Dataset records:
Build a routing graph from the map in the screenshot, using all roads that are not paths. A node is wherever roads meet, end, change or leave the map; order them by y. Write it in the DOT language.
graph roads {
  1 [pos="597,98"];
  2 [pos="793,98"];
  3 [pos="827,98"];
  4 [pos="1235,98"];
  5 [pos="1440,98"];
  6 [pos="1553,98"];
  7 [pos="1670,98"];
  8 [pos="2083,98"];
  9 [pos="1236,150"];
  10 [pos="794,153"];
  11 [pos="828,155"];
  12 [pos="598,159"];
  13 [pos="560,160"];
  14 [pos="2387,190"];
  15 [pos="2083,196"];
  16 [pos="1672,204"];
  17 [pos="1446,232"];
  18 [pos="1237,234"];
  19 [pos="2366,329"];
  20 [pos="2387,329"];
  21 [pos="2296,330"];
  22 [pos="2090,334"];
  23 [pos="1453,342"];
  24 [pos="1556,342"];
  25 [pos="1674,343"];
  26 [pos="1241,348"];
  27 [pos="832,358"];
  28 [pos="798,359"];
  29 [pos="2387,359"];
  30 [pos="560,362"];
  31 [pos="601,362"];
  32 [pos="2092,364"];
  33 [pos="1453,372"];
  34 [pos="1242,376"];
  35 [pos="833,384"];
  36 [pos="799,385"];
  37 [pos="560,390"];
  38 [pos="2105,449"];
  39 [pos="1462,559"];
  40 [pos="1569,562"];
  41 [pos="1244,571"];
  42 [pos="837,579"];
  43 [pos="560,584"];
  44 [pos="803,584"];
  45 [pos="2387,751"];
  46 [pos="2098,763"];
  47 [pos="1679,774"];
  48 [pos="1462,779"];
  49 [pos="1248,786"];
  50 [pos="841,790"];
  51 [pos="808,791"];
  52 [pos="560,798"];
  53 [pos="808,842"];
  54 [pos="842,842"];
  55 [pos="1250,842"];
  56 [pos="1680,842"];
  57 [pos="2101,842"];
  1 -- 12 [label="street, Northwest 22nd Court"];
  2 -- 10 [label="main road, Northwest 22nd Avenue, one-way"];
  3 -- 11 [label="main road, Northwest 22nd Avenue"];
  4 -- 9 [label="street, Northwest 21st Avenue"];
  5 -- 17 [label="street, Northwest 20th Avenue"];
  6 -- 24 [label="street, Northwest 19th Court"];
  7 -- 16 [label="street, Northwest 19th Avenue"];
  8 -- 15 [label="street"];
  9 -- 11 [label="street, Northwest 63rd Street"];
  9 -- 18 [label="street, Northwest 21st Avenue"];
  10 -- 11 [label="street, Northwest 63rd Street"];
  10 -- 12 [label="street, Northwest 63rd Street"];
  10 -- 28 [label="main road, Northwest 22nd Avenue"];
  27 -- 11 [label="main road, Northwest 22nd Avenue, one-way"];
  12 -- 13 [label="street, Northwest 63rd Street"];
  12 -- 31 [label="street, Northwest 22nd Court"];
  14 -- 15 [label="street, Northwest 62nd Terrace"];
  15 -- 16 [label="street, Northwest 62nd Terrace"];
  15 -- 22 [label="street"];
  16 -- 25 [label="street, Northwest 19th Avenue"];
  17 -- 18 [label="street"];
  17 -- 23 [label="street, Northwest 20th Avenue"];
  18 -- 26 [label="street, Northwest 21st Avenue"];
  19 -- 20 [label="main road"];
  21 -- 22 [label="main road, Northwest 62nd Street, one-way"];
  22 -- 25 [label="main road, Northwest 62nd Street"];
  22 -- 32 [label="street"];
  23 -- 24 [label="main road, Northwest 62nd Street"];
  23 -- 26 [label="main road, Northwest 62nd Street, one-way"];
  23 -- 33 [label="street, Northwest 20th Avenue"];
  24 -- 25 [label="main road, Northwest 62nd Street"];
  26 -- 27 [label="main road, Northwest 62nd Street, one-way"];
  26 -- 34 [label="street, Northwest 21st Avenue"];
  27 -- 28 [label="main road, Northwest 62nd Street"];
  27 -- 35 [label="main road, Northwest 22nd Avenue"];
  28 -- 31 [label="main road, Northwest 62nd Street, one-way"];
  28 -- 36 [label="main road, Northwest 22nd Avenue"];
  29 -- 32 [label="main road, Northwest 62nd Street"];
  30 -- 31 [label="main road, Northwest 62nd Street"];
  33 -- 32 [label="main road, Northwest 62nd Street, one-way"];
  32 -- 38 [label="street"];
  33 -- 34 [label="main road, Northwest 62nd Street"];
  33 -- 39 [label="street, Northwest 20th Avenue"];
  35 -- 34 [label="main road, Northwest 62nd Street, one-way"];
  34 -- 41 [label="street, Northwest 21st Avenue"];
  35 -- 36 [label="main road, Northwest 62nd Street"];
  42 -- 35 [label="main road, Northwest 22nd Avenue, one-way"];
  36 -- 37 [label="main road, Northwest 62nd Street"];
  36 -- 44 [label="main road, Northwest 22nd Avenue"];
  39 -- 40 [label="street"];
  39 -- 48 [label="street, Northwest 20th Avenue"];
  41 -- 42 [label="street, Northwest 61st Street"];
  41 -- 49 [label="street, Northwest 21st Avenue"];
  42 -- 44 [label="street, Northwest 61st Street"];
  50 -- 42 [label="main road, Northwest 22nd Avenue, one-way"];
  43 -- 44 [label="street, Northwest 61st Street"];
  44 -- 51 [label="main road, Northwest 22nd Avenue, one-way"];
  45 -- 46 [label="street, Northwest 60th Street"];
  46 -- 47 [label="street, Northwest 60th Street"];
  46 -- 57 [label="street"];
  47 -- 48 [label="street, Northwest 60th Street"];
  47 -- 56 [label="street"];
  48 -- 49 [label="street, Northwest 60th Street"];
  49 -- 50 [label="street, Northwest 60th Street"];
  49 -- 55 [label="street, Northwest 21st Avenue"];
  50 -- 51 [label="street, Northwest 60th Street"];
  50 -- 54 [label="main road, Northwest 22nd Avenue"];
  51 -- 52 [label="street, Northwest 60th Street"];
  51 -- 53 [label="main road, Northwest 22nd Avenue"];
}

EXERCISE BRIEF :: Answer with one number only: how many lines above contain the word "Court".

SOLVED EXERCISE :: 3